Source data
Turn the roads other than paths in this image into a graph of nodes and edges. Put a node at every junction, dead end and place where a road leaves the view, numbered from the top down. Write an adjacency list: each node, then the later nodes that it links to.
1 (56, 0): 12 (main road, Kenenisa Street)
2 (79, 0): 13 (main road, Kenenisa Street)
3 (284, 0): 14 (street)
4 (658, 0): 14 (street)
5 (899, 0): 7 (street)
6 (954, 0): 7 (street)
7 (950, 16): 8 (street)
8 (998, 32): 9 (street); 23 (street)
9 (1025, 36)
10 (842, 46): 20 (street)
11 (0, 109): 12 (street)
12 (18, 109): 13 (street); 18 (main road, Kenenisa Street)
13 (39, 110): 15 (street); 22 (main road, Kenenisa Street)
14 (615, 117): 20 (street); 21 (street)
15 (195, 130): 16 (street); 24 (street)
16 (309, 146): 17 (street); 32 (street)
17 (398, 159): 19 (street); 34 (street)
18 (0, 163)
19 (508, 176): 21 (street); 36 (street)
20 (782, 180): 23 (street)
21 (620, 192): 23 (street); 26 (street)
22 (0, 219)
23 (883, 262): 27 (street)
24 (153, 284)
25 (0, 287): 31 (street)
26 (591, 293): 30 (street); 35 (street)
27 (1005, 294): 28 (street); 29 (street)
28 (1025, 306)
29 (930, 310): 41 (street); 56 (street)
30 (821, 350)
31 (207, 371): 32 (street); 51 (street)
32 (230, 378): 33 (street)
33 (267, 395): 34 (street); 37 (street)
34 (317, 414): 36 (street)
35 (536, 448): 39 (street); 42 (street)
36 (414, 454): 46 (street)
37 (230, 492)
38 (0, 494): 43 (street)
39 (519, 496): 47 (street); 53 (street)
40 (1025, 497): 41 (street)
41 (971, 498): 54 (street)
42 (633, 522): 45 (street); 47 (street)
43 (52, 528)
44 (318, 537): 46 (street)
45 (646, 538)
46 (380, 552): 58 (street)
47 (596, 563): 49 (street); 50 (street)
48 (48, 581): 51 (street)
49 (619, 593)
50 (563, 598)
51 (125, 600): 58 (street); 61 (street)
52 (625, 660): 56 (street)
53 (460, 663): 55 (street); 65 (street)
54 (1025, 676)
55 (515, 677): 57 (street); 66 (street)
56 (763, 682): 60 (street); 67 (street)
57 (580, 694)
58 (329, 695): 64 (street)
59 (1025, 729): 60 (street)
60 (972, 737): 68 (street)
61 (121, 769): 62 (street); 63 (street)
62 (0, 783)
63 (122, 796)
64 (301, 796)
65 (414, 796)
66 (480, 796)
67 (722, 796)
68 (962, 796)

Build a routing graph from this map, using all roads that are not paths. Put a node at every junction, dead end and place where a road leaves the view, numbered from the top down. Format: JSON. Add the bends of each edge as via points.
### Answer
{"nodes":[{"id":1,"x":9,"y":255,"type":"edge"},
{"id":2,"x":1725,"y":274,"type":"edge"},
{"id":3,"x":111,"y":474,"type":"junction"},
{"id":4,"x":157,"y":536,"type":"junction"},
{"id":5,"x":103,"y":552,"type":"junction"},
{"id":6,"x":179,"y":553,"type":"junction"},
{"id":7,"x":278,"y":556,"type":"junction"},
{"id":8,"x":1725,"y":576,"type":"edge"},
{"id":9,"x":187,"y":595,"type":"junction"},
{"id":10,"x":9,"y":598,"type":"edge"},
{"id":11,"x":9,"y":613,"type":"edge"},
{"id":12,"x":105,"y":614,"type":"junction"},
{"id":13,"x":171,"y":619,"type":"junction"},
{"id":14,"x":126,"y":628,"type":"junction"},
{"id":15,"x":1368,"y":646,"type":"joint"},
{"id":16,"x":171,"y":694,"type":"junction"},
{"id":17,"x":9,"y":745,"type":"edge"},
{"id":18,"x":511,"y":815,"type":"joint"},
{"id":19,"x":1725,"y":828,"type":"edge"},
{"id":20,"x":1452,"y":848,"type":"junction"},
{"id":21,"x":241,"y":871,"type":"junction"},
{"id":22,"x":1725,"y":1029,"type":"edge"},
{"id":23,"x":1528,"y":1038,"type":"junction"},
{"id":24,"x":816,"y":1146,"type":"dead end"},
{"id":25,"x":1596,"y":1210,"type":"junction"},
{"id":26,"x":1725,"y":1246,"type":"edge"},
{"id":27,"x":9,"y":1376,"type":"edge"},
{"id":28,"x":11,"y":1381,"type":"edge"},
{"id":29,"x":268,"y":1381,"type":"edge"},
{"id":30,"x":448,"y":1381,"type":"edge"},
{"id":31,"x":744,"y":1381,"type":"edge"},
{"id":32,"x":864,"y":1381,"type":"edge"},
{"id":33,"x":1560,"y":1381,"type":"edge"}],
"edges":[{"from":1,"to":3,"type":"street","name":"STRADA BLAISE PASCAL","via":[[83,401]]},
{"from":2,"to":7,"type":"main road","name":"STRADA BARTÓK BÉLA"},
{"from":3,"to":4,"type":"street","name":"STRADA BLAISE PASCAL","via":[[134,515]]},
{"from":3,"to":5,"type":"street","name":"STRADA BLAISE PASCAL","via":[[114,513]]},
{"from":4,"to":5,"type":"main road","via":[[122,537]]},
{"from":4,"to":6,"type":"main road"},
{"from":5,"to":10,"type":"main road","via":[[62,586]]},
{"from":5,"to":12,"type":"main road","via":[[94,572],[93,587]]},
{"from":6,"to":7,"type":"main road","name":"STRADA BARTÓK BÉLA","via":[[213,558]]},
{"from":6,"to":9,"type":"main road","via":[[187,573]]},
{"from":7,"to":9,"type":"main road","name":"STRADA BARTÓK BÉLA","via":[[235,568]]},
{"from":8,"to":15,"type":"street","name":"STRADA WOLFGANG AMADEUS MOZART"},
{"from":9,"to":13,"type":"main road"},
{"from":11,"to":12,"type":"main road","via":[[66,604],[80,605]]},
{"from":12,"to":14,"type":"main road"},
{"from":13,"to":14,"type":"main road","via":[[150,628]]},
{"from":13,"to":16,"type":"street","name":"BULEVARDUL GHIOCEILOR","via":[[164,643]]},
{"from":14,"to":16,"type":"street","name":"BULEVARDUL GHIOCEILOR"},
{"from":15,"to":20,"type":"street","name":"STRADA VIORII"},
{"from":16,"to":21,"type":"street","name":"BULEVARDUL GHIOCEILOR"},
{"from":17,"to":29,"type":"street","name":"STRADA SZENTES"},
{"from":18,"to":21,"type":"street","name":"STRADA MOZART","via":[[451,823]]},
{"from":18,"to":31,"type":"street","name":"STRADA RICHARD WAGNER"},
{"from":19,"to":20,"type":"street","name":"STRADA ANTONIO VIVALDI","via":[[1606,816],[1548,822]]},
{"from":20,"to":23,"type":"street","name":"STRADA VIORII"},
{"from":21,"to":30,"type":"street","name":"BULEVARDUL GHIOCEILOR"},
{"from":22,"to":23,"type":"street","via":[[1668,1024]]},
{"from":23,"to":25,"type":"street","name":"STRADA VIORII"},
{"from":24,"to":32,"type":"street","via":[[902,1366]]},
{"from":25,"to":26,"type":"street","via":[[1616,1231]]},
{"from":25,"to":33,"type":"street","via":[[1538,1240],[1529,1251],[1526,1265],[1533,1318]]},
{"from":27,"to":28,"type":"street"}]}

Your goal
Pull every line containing the word "VIORII" out of the listing.

Solution to this task
{"from":15,"to":20,"type":"street","name":"STRADA VIORII"},
{"from":20,"to":23,"type":"street","name":"STRADA VIORII"},
{"from":23,"to":25,"type":"street","name":"STRADA VIORII"},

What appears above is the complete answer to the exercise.